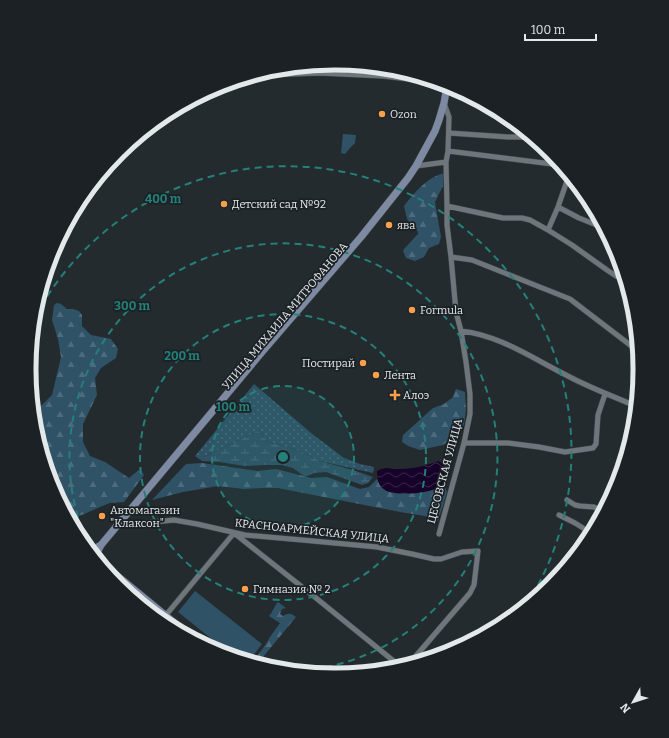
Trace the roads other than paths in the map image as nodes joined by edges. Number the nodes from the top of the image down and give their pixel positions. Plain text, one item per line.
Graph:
1 (288, 74) edge
2 (401, 78) edge
3 (446, 92) edge
4 (444, 103) junction
5 (449, 132) junction
6 (522, 138) edge
7 (448, 151) junction
8 (446, 162) junction
9 (552, 164) edge
10 (416, 166) junction
11 (567, 182) edge
12 (447, 206) junction
13 (558, 208) junction
14 (595, 225) edge
15 (548, 230) junction
16 (451, 257) junction
17 (618, 276) edge
18 (461, 331) junction
19 (632, 345) edge
20 (605, 394) junction
21 (630, 404) edge
22 (464, 443) junction
23 (567, 500) dead end
24 (598, 509) edge
25 (559, 515) dead end
26 (122, 523) junction
27 (586, 530) edge
28 (234, 533) junction
29 (439, 534) dead end
30 (101, 545) junction
31 (96, 548) edge
32 (98, 551) edge
33 (99, 552) edge
34 (127, 583) edge
35 (166, 615) joint
36 (416, 656) edge
37 (394, 662) edge

1 - 2 street
3 - 4 main road, УЛИЦА МИХАИЛА МИТРОФАНОВА
4 - 5 street, ЦЕСОВСКАЯ УЛИЦА
4 - 10 main road, УЛИЦА МИХАИЛА МИТРОФАНОВА
5 - 6 street
5 - 7 street, ЦЕСОВСКАЯ УЛИЦА
7 - 8 street, ЦЕСОВСКАЯ УЛИЦА
7 - 9 street
8 - 10 street
8 - 12 street, ЦЕСОВСКАЯ УЛИЦА
10 - 26 main road, УЛИЦА МИХАИЛА МИТРОФАНОВА
11 - 13 street
12 - 15 street
12 - 16 street, ЦЕСОВСКАЯ УЛИЦА
13 - 14 street
13 - 15 street
15 - 17 street
16 - 18 street, ЦЕСОВСКАЯ УЛИЦА
16 - 19 street
18 - 20 street
18 - 22 street, ЦЕСОВСКАЯ УЛИЦА
20 - 21 street
20 - 22 street
22 - 29 street, ЦЕСОВСКАЯ УЛИЦА
23 - 24 street
25 - 27 street
26 - 28 street, КРАСНОАРМЕЙСКАЯ УЛИЦА
26 - 30 main road, УЛИЦА МИХАИЛА МИТРОФАНОВА
26 - 33 main road, УЛИЦА МИХАИЛА МИТРОФАНОВА
28 - 35 street
28 - 36 street, КРАСНОАРМЕЙСКАЯ УЛИЦА
28 - 37 street
30 - 31 main road
30 - 32 main road, УЛИЦА МИХАИЛА МИТРОФАНОВА
34 - 35 main road

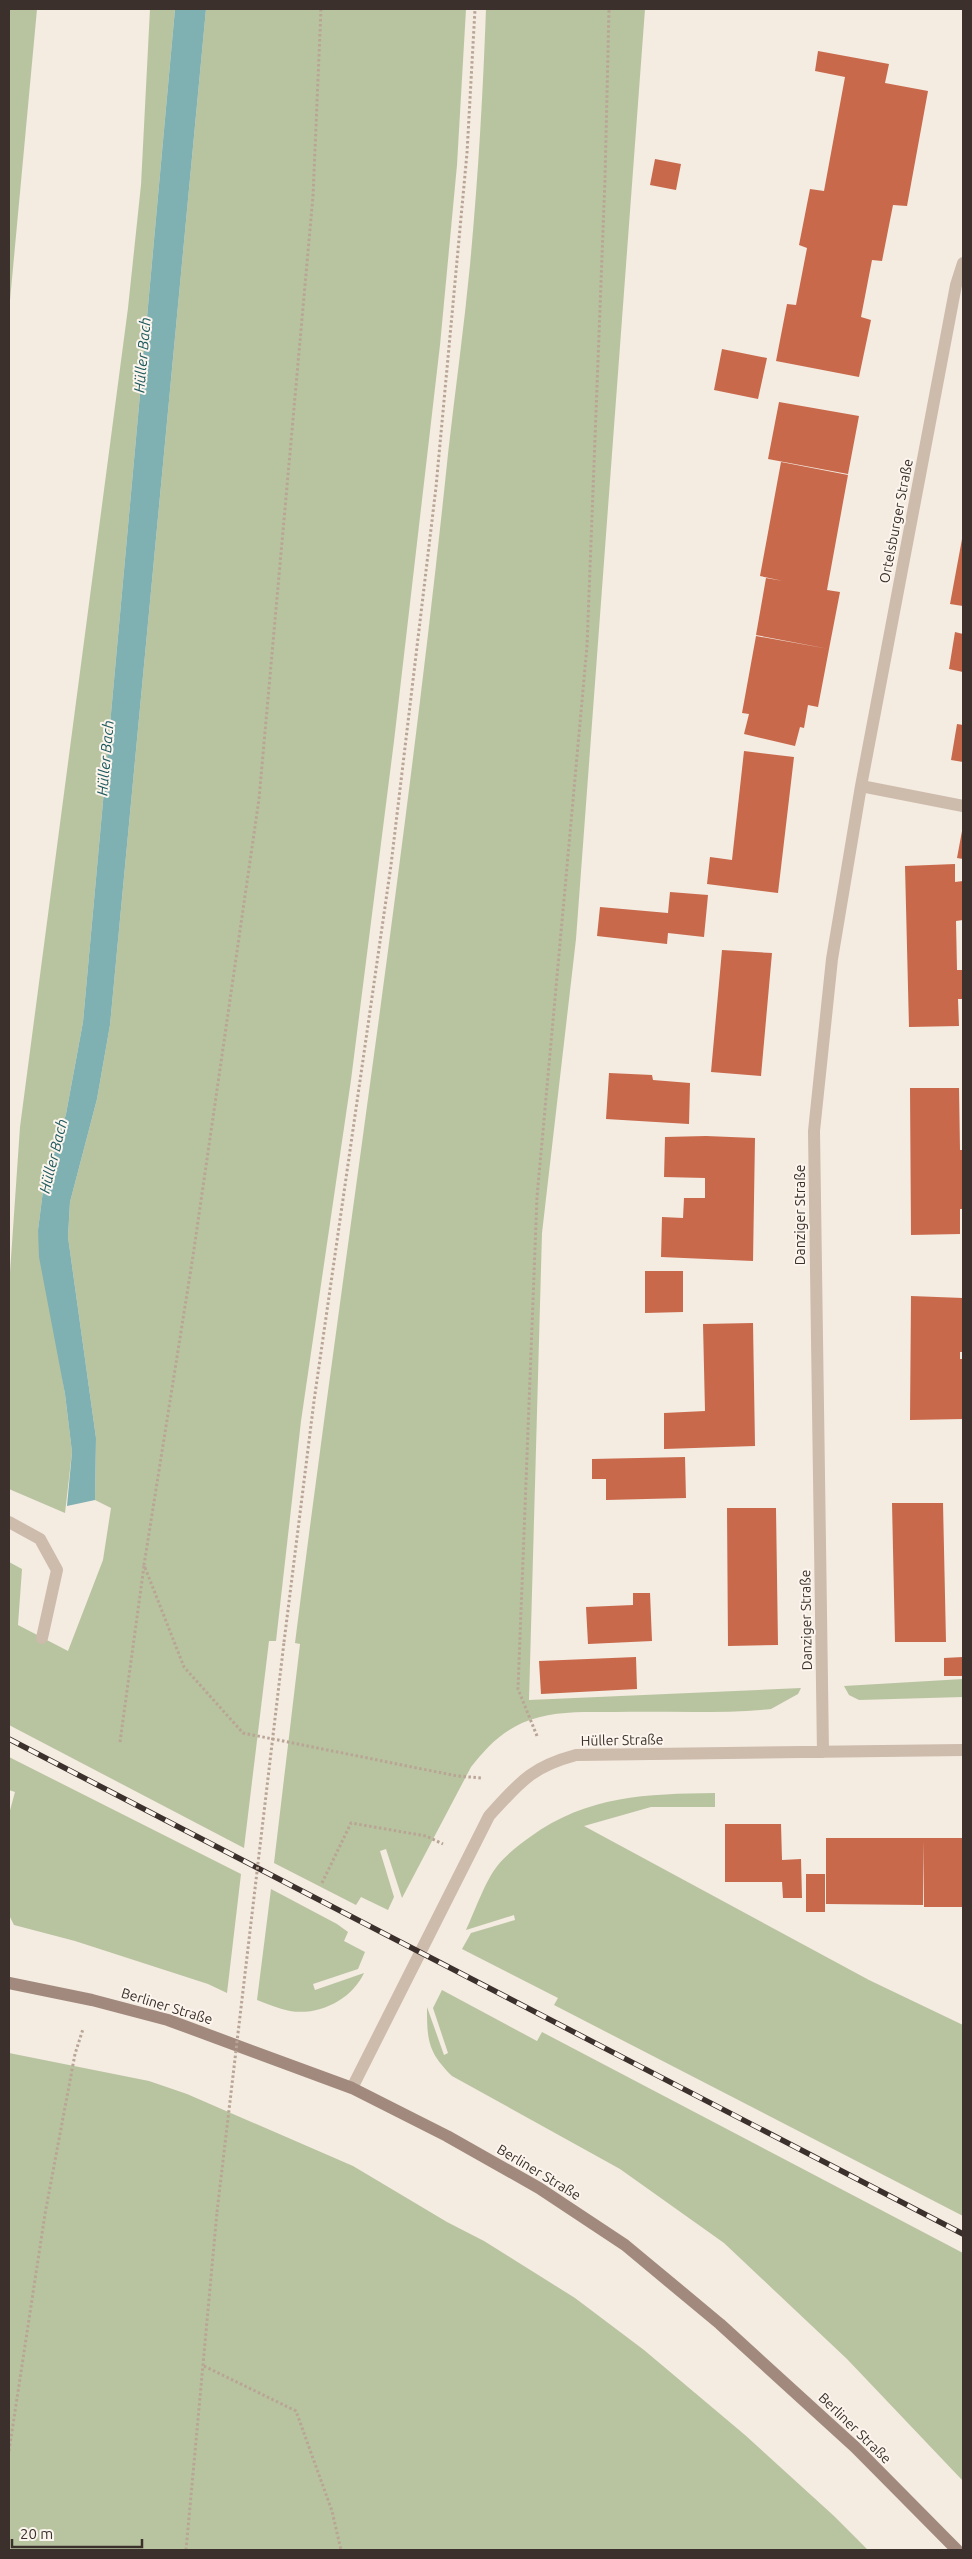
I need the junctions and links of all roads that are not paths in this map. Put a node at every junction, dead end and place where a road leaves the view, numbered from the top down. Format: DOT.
graph roads {
  1 [pos="963,263"];
  2 [pos="861,786"];
  3 [pos="963,806"];
  4 [pos="9,1522"];
  5 [pos="42,1638"];
  6 [pos="963,1750"];
  7 [pos="823,1752"];
  8 [pos="9,1983"];
  9 [pos="352,2088"];
  10 [pos="957,2550"];
  1 -- 2 [label="street, Ortelsburger Straße"];
  2 -- 3 [label="street"];
  2 -- 7 [label="street, Danziger Straße"];
  4 -- 5 [label="street"];
  6 -- 7 [label="street, Hüller Straße"];
  7 -- 9 [label="street, Hüller Straße"];
  8 -- 9 [label="main road, Berliner Straße"];
  9 -- 10 [label="main road, Berliner Straße"];
}
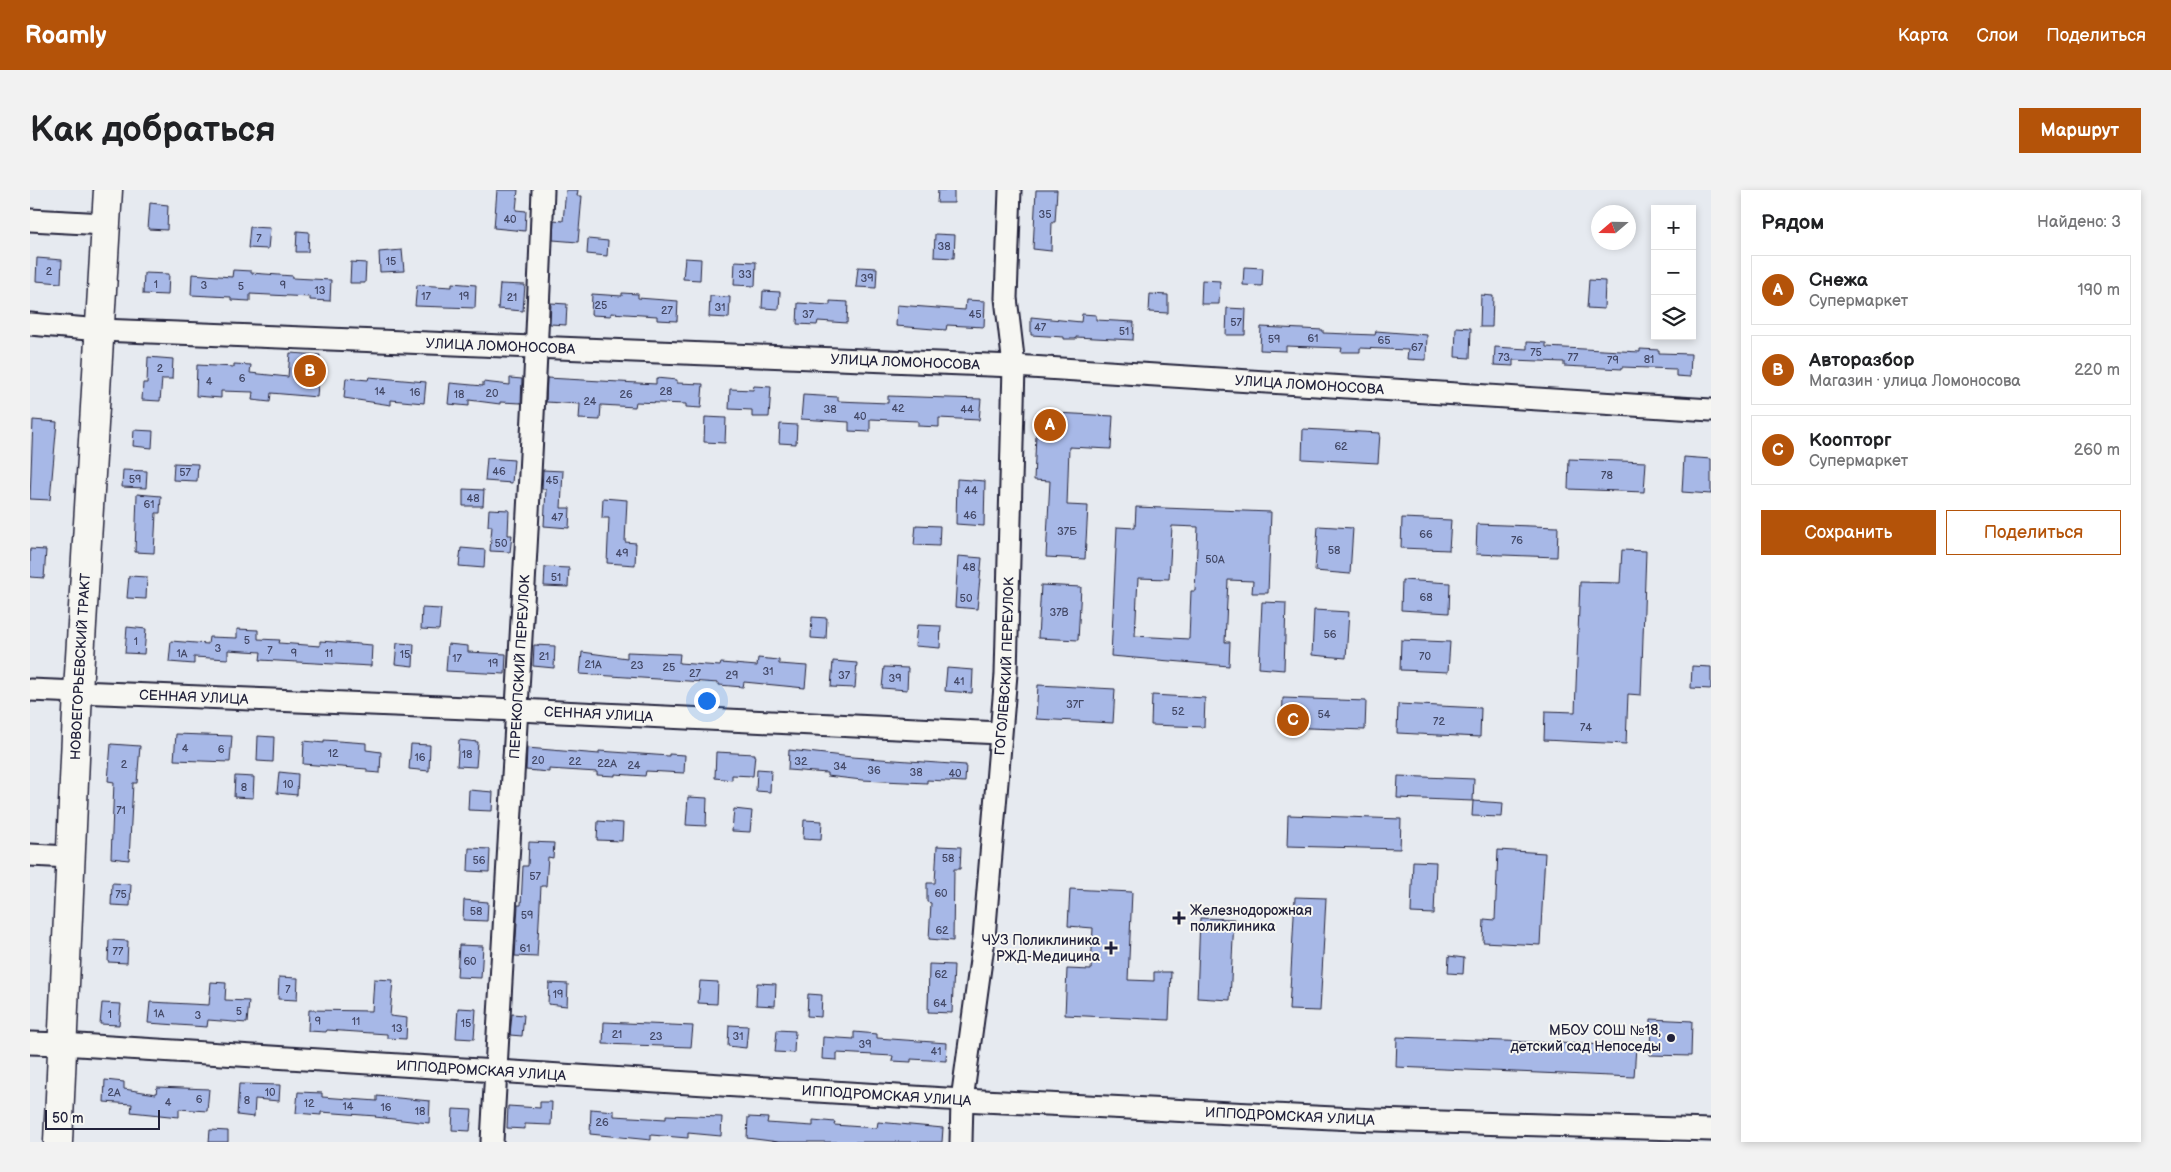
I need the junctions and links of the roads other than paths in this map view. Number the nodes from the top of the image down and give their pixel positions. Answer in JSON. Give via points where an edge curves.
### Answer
{"nodes":[{"id":1,"x":108,"y":190,"type":"edge"},
{"id":2,"x":543,"y":190,"type":"edge"},
{"id":3,"x":1010,"y":190,"type":"edge"},
{"id":4,"x":30,"y":220,"type":"edge"},
{"id":5,"x":106,"y":224,"type":"junction"},
{"id":6,"x":30,"y":324,"type":"edge"},
{"id":7,"x":100,"y":330,"type":"junction"},
{"id":8,"x":538,"y":348,"type":"junction"},
{"id":9,"x":1014,"y":366,"type":"junction"},
{"id":10,"x":1711,"y":410,"type":"edge"},
{"id":11,"x":30,"y":690,"type":"edge"},
{"id":12,"x":78,"y":691,"type":"junction"},
{"id":13,"x":518,"y":710,"type":"junction"},
{"id":14,"x":1000,"y":733,"type":"junction"},
{"id":15,"x":30,"y":855,"type":"edge"},
{"id":16,"x":70,"y":856,"type":"junction"},
{"id":17,"x":30,"y":1043,"type":"edge"},
{"id":18,"x":62,"y":1044,"type":"junction"},
{"id":19,"x":496,"y":1071,"type":"junction"},
{"id":20,"x":962,"y":1100,"type":"junction"},
{"id":21,"x":1711,"y":1130,"type":"edge"},
{"id":22,"x":58,"y":1142,"type":"edge"},
{"id":23,"x":492,"y":1142,"type":"edge"},
{"id":24,"x":961,"y":1142,"type":"edge"}],
"edges":[{"from":1,"to":5,"type":"main road","name":"НОВОЕГОРЬЕВСКИЙ ТРАКТ"},
{"from":2,"to":8,"type":"street","name":"ПЕРЕКОПСКИЙ ПЕРЕУЛОК"},
{"from":3,"to":9,"type":"street","name":"ГОГОЛЕВСКИЙ ПЕРЕУЛОК","via":[[1006,298]]},
{"from":4,"to":5,"type":"street"},
{"from":5,"to":7,"type":"main road","name":"НОВОЕГОРЬЕВСКИЙ ТРАКТ"},
{"from":6,"to":7,"type":"street","name":"УЛИЦА ЛОМОНОСОВА"},
{"from":7,"to":8,"type":"street","name":"УЛИЦА ЛОМОНОСОВА"},
{"from":7,"to":12,"type":"main road","name":"НОВОЕГОРЬЕВСКИЙ ТРАКТ"},
{"from":8,"to":9,"type":"street","name":"УЛИЦА ЛОМОНОСОВА"},
{"from":8,"to":13,"type":"street","name":"ПЕРЕКОПСКИЙ ПЕРЕУЛОК"},
{"from":9,"to":10,"type":"street","name":"УЛИЦА ЛОМОНОСОВА"},
{"from":9,"to":14,"type":"street","name":"ГОГОЛЕВСКИЙ ПЕРЕУЛОК","via":[[1006,674]]},
{"from":11,"to":12,"type":"street","name":"СЕННАЯ УЛИЦА"},
{"from":12,"to":13,"type":"street","name":"СЕННАЯ УЛИЦА"},
{"from":12,"to":16,"type":"main road","name":"НОВОЕГОРЬЕВСКИЙ ТРАКТ"},
{"from":13,"to":14,"type":"street","name":"СЕННАЯ УЛИЦА"},
{"from":13,"to":19,"type":"street","name":"ПЕРЕКОПСКИЙ ПЕРЕУЛОК"},
{"from":14,"to":20,"type":"street","name":"ГОГОЛЕВСКИЙ ПЕРЕУЛОК","via":[[984,938]]},
{"from":15,"to":16,"type":"street"},
{"from":16,"to":18,"type":"main road","name":"НОВОЕГОРЬЕВСКИЙ ТРАКТ"},
{"from":17,"to":18,"type":"street","name":"ИППОДРОМСКАЯ УЛИЦА"},
{"from":18,"to":19,"type":"street","name":"ИППОДРОМСКАЯ УЛИЦА"},
{"from":18,"to":22,"type":"main road","name":"НОВОЕГОРЬЕВСКИЙ ТРАКТ"},
{"from":19,"to":20,"type":"street","name":"ИППОДРОМСКАЯ УЛИЦА"},
{"from":19,"to":23,"type":"street","name":"ПЕРЕКОПСКИЙ ПЕРЕУЛОК"},
{"from":20,"to":21,"type":"street","name":"ИППОДРОМСКАЯ УЛИЦА","via":[[1375,1120]]},
{"from":20,"to":24,"type":"street","name":"ГОГОЛЕВСКИЙ ПЕРЕУЛОК"}]}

····················

__EXERCISE BRIEF__
Using the entries above, return each line that includes the word "МИТРОФАНОВА".

__EXERCISE RESULT__
3 - 4 main road, УЛИЦА МИХАИЛА МИТРОФАНОВА
4 - 10 main road, УЛИЦА МИХАИЛА МИТРОФАНОВА
10 - 26 main road, УЛИЦА МИХАИЛА МИТРОФАНОВА
26 - 30 main road, УЛИЦА МИХАИЛА МИТРОФАНОВА
26 - 33 main road, УЛИЦА МИХАИЛА МИТРОФАНОВА
30 - 32 main road, УЛИЦА МИХАИЛА МИТРОФАНОВА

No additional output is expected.